## Problem requirements
Whenever the word "Spadem" turns up in a line of the data below, copy that line.

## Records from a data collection
..........

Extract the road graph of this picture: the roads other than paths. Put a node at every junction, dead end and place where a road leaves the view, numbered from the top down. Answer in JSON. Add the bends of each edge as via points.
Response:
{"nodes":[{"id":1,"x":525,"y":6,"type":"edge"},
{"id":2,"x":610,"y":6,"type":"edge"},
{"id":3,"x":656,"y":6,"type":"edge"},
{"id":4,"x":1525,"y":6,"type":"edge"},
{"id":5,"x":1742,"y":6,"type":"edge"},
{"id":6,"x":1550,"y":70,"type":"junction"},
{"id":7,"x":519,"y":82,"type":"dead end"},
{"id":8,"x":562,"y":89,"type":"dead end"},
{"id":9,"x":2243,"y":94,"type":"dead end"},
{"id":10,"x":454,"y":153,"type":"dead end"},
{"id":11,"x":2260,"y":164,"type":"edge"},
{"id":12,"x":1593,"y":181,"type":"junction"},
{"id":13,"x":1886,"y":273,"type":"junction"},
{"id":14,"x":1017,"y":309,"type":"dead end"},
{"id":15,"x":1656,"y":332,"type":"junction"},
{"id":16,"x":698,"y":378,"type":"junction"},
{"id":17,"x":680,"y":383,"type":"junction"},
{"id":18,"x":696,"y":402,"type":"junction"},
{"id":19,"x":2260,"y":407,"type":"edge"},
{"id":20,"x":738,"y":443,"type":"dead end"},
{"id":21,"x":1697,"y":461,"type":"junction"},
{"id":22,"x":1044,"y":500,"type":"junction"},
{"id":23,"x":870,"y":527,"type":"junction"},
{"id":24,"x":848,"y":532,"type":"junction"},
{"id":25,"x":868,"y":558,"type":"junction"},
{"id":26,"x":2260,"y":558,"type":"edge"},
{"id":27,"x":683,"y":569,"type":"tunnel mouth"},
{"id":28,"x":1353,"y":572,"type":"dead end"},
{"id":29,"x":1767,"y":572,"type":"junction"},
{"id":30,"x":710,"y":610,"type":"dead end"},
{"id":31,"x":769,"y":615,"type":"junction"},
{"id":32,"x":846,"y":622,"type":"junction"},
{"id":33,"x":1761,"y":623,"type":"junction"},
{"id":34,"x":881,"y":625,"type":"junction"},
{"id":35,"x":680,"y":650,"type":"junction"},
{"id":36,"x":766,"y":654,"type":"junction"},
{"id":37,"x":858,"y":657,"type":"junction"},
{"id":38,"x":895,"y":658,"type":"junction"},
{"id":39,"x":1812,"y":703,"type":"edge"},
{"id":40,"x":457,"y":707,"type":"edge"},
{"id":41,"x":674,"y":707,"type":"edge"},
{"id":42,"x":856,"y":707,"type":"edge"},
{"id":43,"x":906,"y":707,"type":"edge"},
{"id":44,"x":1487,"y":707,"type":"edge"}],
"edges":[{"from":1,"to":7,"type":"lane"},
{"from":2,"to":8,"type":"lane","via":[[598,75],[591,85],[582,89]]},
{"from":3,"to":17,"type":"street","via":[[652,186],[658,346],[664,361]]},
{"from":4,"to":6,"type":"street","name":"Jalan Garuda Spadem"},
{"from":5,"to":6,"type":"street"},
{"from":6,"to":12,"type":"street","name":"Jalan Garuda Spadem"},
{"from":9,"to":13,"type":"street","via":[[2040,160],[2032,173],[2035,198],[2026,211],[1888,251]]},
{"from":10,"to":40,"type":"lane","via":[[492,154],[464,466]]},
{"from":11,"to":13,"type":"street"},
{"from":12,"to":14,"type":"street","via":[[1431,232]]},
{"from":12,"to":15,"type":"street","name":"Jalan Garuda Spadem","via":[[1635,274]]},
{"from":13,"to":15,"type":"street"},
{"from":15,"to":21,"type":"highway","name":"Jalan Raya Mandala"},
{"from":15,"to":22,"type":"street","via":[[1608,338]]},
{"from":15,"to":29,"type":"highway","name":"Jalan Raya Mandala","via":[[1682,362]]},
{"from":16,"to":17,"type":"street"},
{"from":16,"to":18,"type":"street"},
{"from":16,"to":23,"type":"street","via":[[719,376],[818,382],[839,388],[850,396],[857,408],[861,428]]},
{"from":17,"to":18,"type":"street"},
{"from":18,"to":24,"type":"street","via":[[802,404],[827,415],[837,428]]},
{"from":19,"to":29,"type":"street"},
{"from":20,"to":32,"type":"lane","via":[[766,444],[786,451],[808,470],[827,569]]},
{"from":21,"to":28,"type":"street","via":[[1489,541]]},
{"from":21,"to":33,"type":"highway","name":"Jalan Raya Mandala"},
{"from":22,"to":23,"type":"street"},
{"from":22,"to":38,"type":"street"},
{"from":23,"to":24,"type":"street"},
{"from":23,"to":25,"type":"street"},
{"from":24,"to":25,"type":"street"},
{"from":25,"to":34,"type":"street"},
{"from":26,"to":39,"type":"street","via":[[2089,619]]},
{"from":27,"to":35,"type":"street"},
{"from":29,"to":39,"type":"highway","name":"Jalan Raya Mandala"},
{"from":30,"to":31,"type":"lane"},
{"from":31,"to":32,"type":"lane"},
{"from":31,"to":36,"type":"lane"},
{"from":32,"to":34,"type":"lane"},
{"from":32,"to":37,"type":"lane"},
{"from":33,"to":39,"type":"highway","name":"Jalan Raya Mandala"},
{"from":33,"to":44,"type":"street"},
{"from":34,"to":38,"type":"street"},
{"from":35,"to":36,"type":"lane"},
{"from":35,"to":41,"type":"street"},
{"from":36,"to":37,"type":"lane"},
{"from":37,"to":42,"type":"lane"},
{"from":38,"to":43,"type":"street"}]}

..........

## Task solution
{"from":4,"to":6,"type":"street","name":"Jalan Garuda Spadem"},
{"from":6,"to":12,"type":"street","name":"Jalan Garuda Spadem"},
{"from":12,"to":15,"type":"street","name":"Jalan Garuda Spadem","via":[[1635,274]]},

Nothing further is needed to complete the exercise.